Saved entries
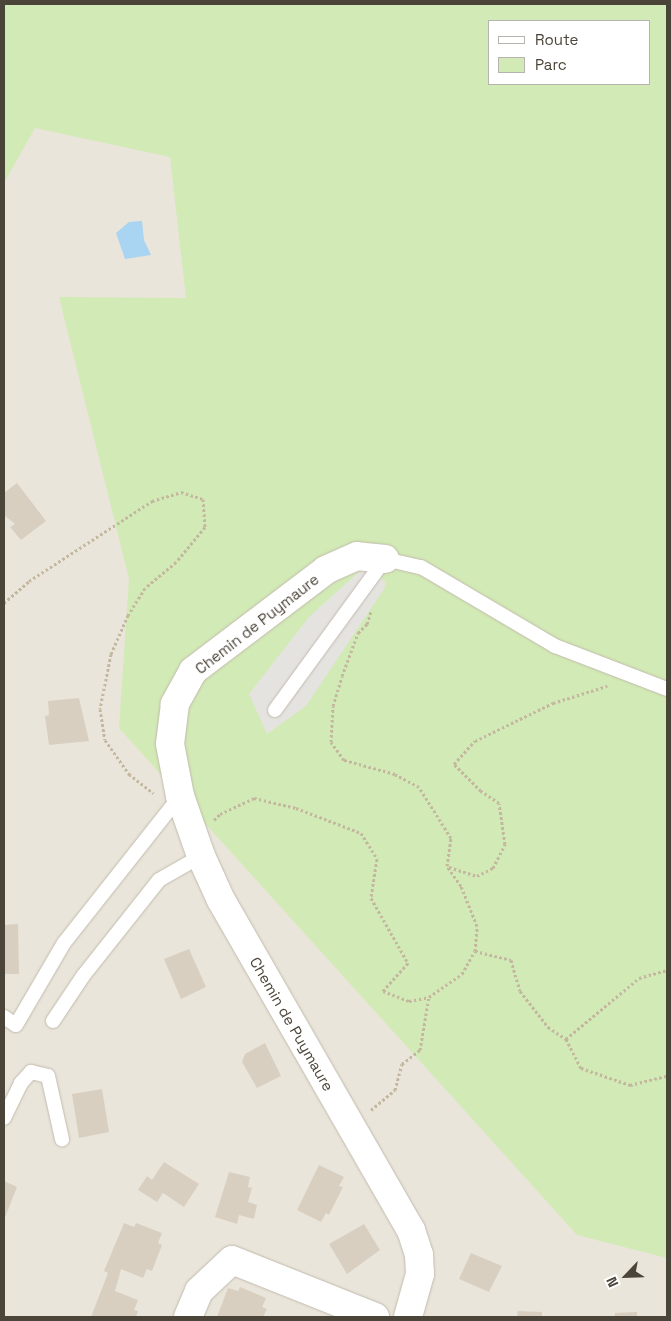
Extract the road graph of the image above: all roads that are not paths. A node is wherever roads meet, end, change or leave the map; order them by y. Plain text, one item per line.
1 (380, 567) junction
2 (667, 689) edge
3 (275, 710) dead end
4 (169, 796) junction
5 (198, 848) junction
6 (4, 1017) edge
7 (53, 1021) dead end
8 (4, 1118) edge
9 (62, 1139) dead end
10 (188, 1317) edge
11 (375, 1317) edge
12 (408, 1317) edge

1 - 2 lane, Chemin de Puymaure
1 - 3 lane
1 - 4 street, Chemin de Puymaure
4 - 5 street, Chemin de Puymaure
4 - 6 lane
5 - 7 lane
5 - 12 street, Chemin de Puymaure
8 - 9 lane
10 - 11 street

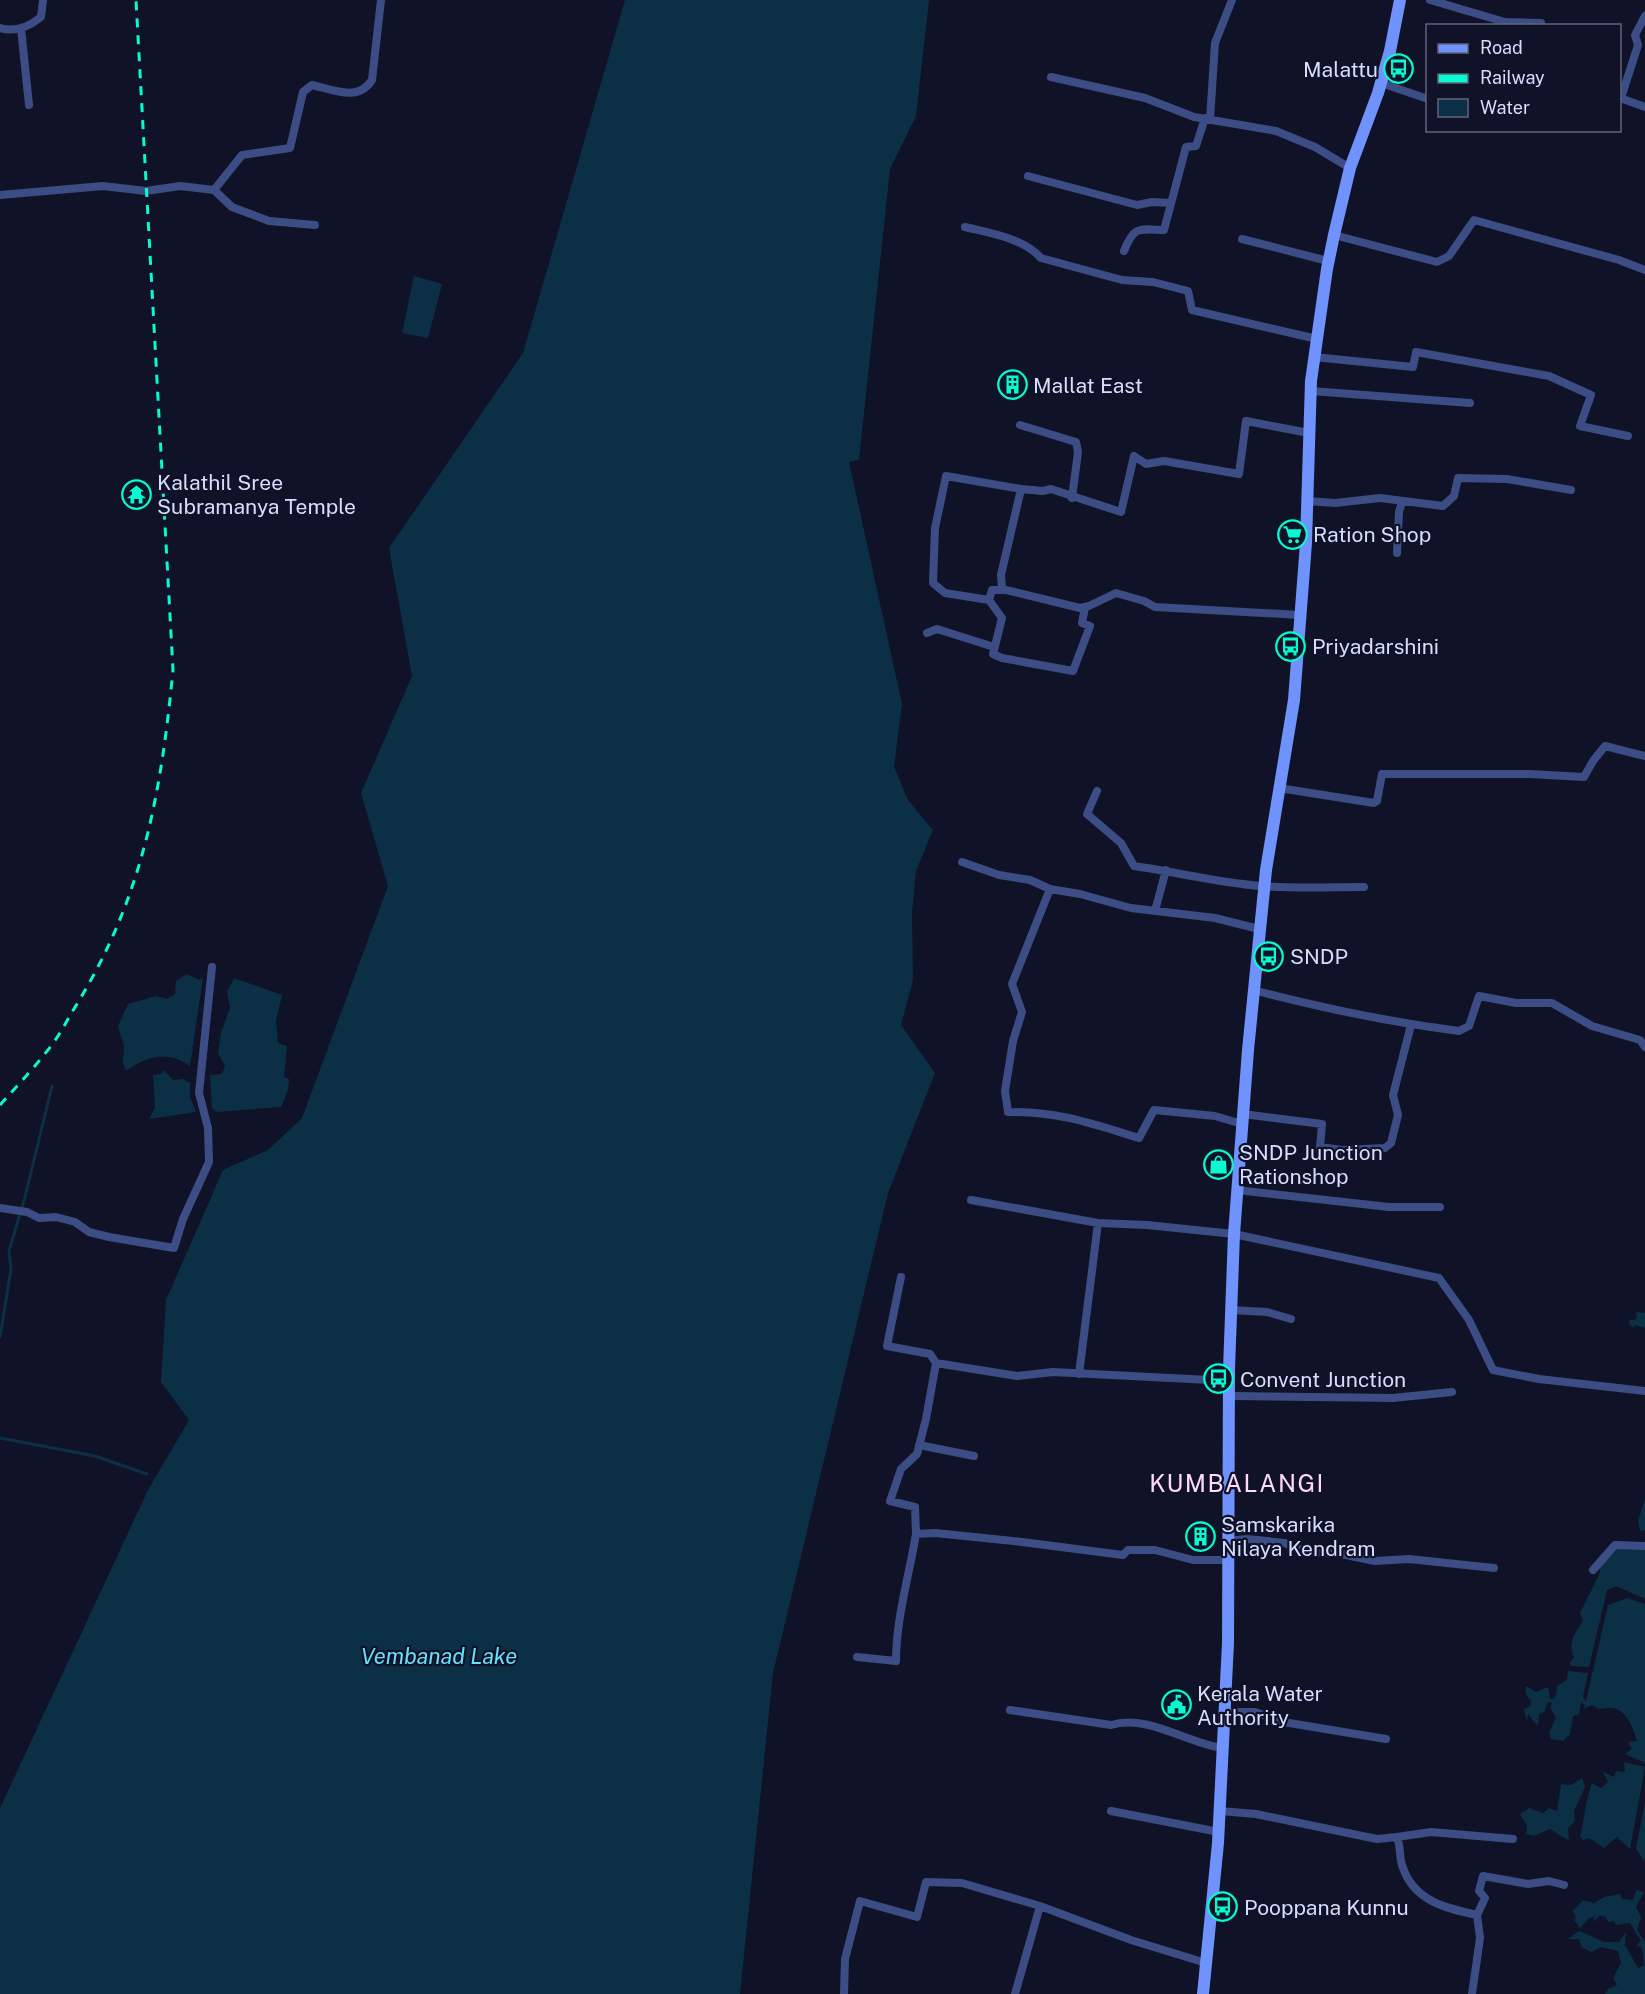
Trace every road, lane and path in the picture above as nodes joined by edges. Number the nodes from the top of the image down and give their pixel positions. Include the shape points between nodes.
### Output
1 (43, 0) edge
2 (381, 0) edge
3 (1232, 0) edge
4 (1400, 0) edge
5 (1430, 0) edge
6 (1645, 16) edge
7 (1541, 23) dead end
8 (0, 27) edge
9 (21, 28) junction
10 (1051, 77) dead end
11 (1381, 83) junction
12 (1621, 95) edge
13 (1426, 98) edge
14 (1621, 98) edge
15 (29, 105) dead end
16 (1645, 107) edge
17 (1208, 119) junction
18 (1350, 168) junction
19 (1028, 176) dead end
20 (214, 190) junction
21 (0, 195) edge
22 (1171, 203) junction
23 (315, 225) dead end
24 (964, 226) dead end
25 (1334, 235) junction
26 (1242, 240) dead end
27 (1124, 251) dead end
28 (1328, 261) junction
29 (1645, 270) edge
30 (1317, 339) junction
31 (1314, 357) junction
32 (1311, 391) junction
33 (1470, 403) dead end
34 (1020, 425) dead end
35 (1309, 433) junction
36 (1628, 436) dead end
37 (1021, 489) junction
38 (1571, 490) dead end
39 (1072, 498) junction
40 (1307, 501) junction
41 (1402, 502) junction
42 (1397, 554) dead end
43 (1004, 590) junction
44 (989, 600) junction
45 (1084, 607) junction
46 (1300, 615) junction
47 (927, 633) dead end
48 (994, 647) junction
49 (1645, 756) edge
50 (1279, 788) junction
51 (1097, 791) dead end
52 (962, 862) dead end
53 (1166, 870) junction
54 (1264, 887) junction
55 (1364, 887) dead end
56 (1050, 889) junction
57 (1155, 911) junction
58 (1259, 929) junction
59 (212, 968) dead end
60 (1253, 990) junction
61 (1412, 1025) junction
62 (1645, 1047) edge
63 (1243, 1119) junction
64 (1238, 1190) junction
65 (971, 1200) dead end
66 (1440, 1207) dead end
67 (0, 1208) edge
68 (1098, 1223) junction
69 (1234, 1234) junction
70 (901, 1277) dead end
71 (1231, 1310) junction
72 (1291, 1319) dead end
73 (936, 1363) junction
74 (1078, 1374) junction
75 (1229, 1381) junction
76 (1645, 1391) edge
77 (1452, 1392) dead end
78 (1230, 1396) junction
79 (919, 1445) junction
80 (974, 1456) dead end
81 (916, 1534) junction
82 (1228, 1541) junction
83 (1645, 1546) edge
84 (1228, 1560) junction
85 (1494, 1568) dead end
86 (1593, 1570) dead end
87 (857, 1657) dead end
88 (1010, 1710) dead end
89 (1224, 1712) junction
90 (1386, 1739) dead end
91 (1222, 1748) junction
92 (1112, 1811) dead end
93 (1220, 1811) junction
94 (1218, 1832) junction
95 (1397, 1837) junction
96 (1513, 1839) dead end
97 (1564, 1885) dead end
98 (1040, 1906) junction
99 (1477, 1915) junction
100 (1206, 1963) junction
101 (844, 1994) edge
102 (1015, 1994) edge
103 (1203, 1994) edge
104 (1472, 1994) edge

1 - 9 street via 41,17
2 - 20 street via 372,80 365,90 356,93 312,85 303,92 290,148 242,155
3 - 17 street via 1215,43
4 - 11 main road
5 - 7 street via 1505,22
6 - 12 street via 1635,35 1638,45
8 - 9 street via 10,31
9 - 15 street
10 - 17 street via 1145,98
11 - 13 street
11 - 18 main road
14 - 16 street
17 - 18 street via 1276,131 1315,147
17 - 22 street via 1196,146 1186,147
18 - 25 main road
19 - 22 street via 1137,205
20 - 21 street via 180,186 146,191 103,186
20 - 23 street via 232,207 269,221
22 - 27 street via 1164,230 1139,229 1131,233
24 - 30 street via 1002,237 1033,250 1041,258 1122,280 1153,282 1188,291 1192,310
25 - 28 main road
25 - 29 street via 1437,262 1449,256 1473,220
26 - 28 street
28 - 30 main road
30 - 31 main road
31 - 32 main road
31 - 36 street via 1413,367 1416,352 1549,376 1591,395 1580,426
32 - 33 street
32 - 35 main road
34 - 39 street via 1076,442
35 - 39 street via 1246,421 1239,474 1164,461 1146,464 1134,456 1121,512
35 - 40 main road
37 - 39 street via 1052,489
37 - 43 street via 1005,550 1001,575
37 - 44 street via 946,476 935,528 933,583 945,594
38 - 41 street via 1507,479 1458,478 1454,496 1443,506
40 - 41 street via 1380,498
40 - 46 main road
41 - 42 street
43 - 44 street via 992,590
43 - 45 street
44 - 48 street via 1002,618
45 - 46 street via 1116,593 1155,607
45 - 48 street via 1082,623 1090,626 1073,671 1002,658 993,654
46 - 50 main road via 1294,700
47 - 48 street via 937,629
49 - 50 street via 1605,747 1584,777 1382,774 1374,803
50 - 54 main road
51 - 53 street via 1087,814 1121,843 1134,866
52 - 56 street
53 - 54 street via 1216,882
53 - 57 street
54 - 55 street
54 - 58 main road
56 - 57 street
56 - 63 street via 1012,984 1022,1012 1005,1091 1008,1112 1039,1112 1085,1120 1139,1138 1154,1110
57 - 58 street via 1215,918
58 - 60 main road
59 - 67 street via 199,1093 208,1128 209,1162 174,1248 109,1237 89,1232 75,1222
60 - 61 street via 1329,1010
60 - 63 main road
61 - 62 street via 1459,1031 1469,1026 1479,996 1552,1003 1592,1026 1640,1040
61 - 63 street via 1393,1095 1398,1115 1391,1143 1384,1148 1320,1147 1322,1124
63 - 64 main road
64 - 66 street via 1389,1207
64 - 69 main road
65 - 68 street
68 - 69 street
68 - 74 street
69 - 71 main road
69 - 76 street via 1439,1278 1469,1320 1493,1370
70 - 73 street via 887,1346 930,1354
71 - 72 street via 1267,1312
71 - 75 main road
73 - 74 street via 1017,1376
73 - 79 street
74 - 75 street
75 - 78 main road
77 - 78 street via 1393,1398
78 - 82 main road
79 - 80 street
79 - 81 street via 901,1469 890,1501 915,1507
81 - 84 street via 1123,1555 1128,1550 1155,1550 1193,1560
81 - 87 street via 907,1594 896,1632 896,1661
82 - 84 main road
82 - 85 street via 1285,1543 1307,1552 1375,1561 1409,1559
83 - 86 street via 1615,1545
84 - 89 main road
88 - 91 street via 1112,1725 1127,1720
89 - 90 street via 1255,1712 1283,1722
89 - 91 main road
91 - 93 main road
92 - 94 street
93 - 94 main road
93 - 95 street via 1256,1814 1377,1839
94 - 100 main road
95 - 96 street via 1431,1832
95 - 99 street via 1409,1884 1444,1908
97 - 99 street via 1483,1876 1479,1892 1485,1898
98 - 100 street
98 - 101 street via 962,1883 926,1882 917,1917 860,1901 845,1959
98 - 102 street
99 - 104 street via 1480,1938
100 - 103 main road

▶ [Problem details]:
For every line of the entries above that holds "Puymaure", add one to a tally, and report only the final count.

▶ [Exercise response]:
4